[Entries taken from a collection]
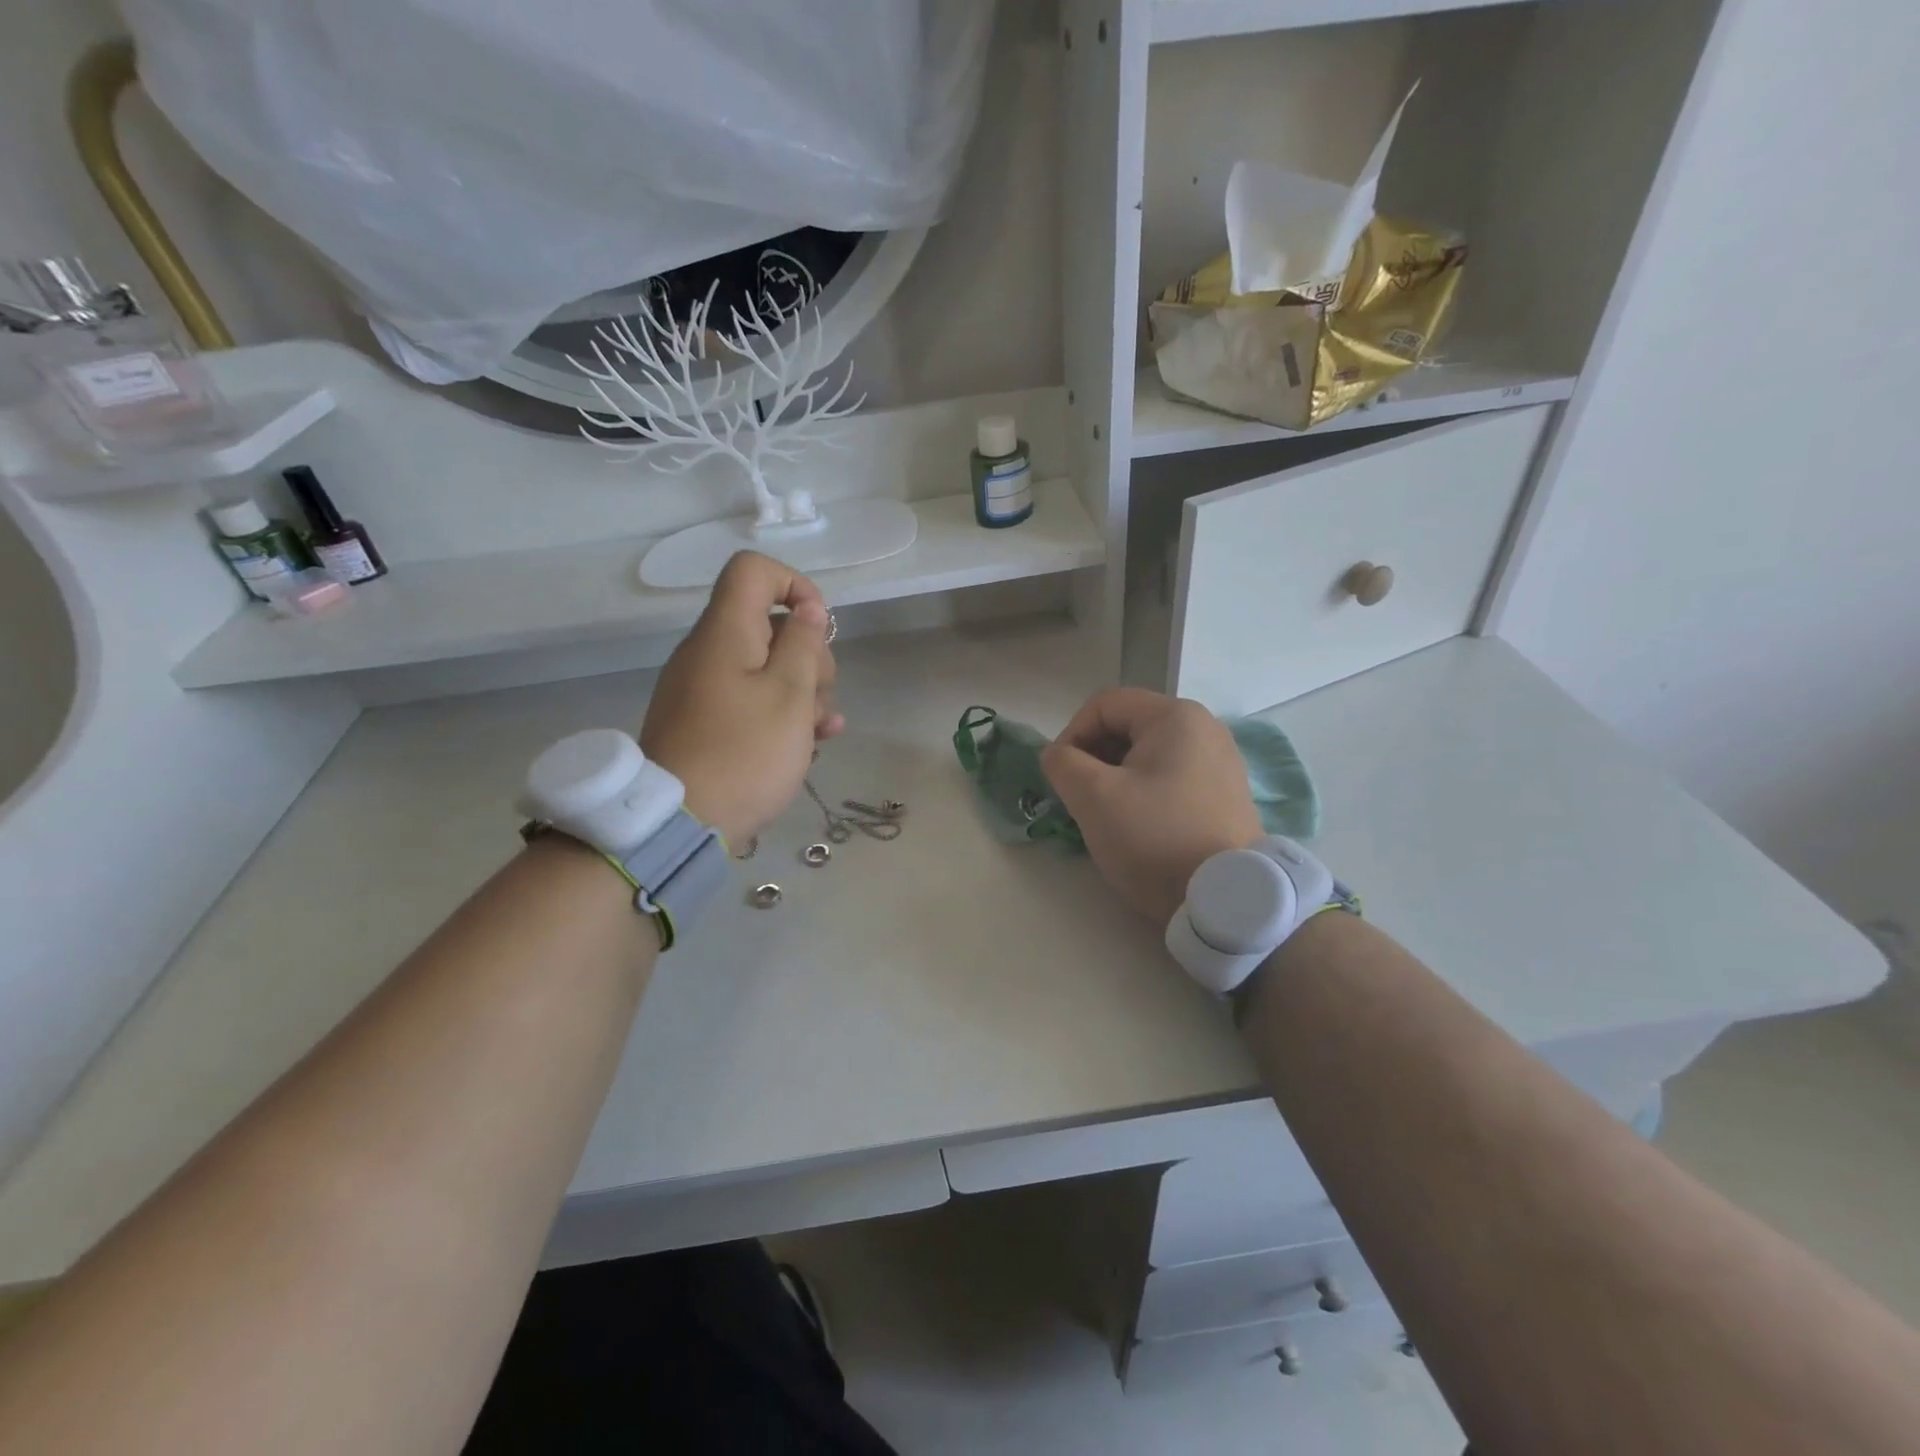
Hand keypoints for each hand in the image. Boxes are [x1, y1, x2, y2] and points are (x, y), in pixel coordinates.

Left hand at [641, 552, 843, 844]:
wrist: (678, 823)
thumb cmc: (745, 754)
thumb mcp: (790, 696)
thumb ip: (804, 645)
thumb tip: (808, 610)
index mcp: (725, 633)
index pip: (753, 571)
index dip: (795, 585)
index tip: (819, 627)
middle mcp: (708, 652)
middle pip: (767, 624)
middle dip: (809, 654)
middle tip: (822, 695)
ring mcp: (703, 689)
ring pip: (765, 668)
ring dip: (803, 691)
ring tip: (822, 731)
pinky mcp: (704, 723)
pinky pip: (749, 701)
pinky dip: (780, 713)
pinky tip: (810, 743)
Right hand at [1041, 689, 1260, 927]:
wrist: (1224, 899)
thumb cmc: (1154, 837)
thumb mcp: (1094, 797)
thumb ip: (1063, 764)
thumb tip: (1057, 755)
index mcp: (1175, 716)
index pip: (1104, 705)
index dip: (1071, 734)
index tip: (1060, 776)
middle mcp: (1204, 728)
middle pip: (1128, 726)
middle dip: (1094, 757)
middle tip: (1079, 797)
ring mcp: (1221, 762)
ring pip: (1148, 754)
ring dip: (1116, 777)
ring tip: (1105, 814)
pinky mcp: (1225, 794)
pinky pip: (1171, 777)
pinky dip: (1144, 791)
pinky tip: (1137, 825)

◆ **WHAT IS EXPECTED**: Give back, unchanged, the line containing "ring mcp: (1221, 762)" and each line that comes after it in the entries above, ending with the last.

◆ **ANSWER SPACE**:
ring mcp: (1221, 762)
ring pip: (1148, 754)
ring dip: (1116, 777)
ring tip: (1105, 814)
pinky mcp: (1225, 794)
pinky pip: (1171, 777)
pinky dip: (1144, 791)
pinky tip: (1137, 825)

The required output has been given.